# What you should do:
Pick every line out of the entries below that has the string "Belmont", and copy it.

----

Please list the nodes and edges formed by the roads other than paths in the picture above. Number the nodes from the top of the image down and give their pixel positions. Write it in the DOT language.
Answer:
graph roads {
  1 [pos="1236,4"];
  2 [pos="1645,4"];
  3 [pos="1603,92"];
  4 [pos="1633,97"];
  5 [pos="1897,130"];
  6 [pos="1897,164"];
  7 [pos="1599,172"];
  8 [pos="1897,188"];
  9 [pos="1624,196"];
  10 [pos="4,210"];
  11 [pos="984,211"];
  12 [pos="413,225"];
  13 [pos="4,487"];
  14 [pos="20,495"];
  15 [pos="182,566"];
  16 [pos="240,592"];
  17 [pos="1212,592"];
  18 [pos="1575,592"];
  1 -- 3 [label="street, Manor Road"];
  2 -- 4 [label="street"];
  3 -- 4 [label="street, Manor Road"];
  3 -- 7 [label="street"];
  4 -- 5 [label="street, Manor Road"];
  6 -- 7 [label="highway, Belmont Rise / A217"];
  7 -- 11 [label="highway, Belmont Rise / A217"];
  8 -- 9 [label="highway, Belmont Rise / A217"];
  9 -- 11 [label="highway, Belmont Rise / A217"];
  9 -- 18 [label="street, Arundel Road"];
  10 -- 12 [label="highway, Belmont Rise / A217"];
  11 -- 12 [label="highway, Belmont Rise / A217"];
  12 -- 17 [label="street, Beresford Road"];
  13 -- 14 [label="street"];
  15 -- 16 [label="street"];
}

----

# Exercise answer:
  6 -- 7 [label="highway, Belmont Rise / A217"];
  7 -- 11 [label="highway, Belmont Rise / A217"];
  8 -- 9 [label="highway, Belmont Rise / A217"];
  9 -- 11 [label="highway, Belmont Rise / A217"];
  10 -- 12 [label="highway, Belmont Rise / A217"];
  11 -- 12 [label="highway, Belmont Rise / A217"];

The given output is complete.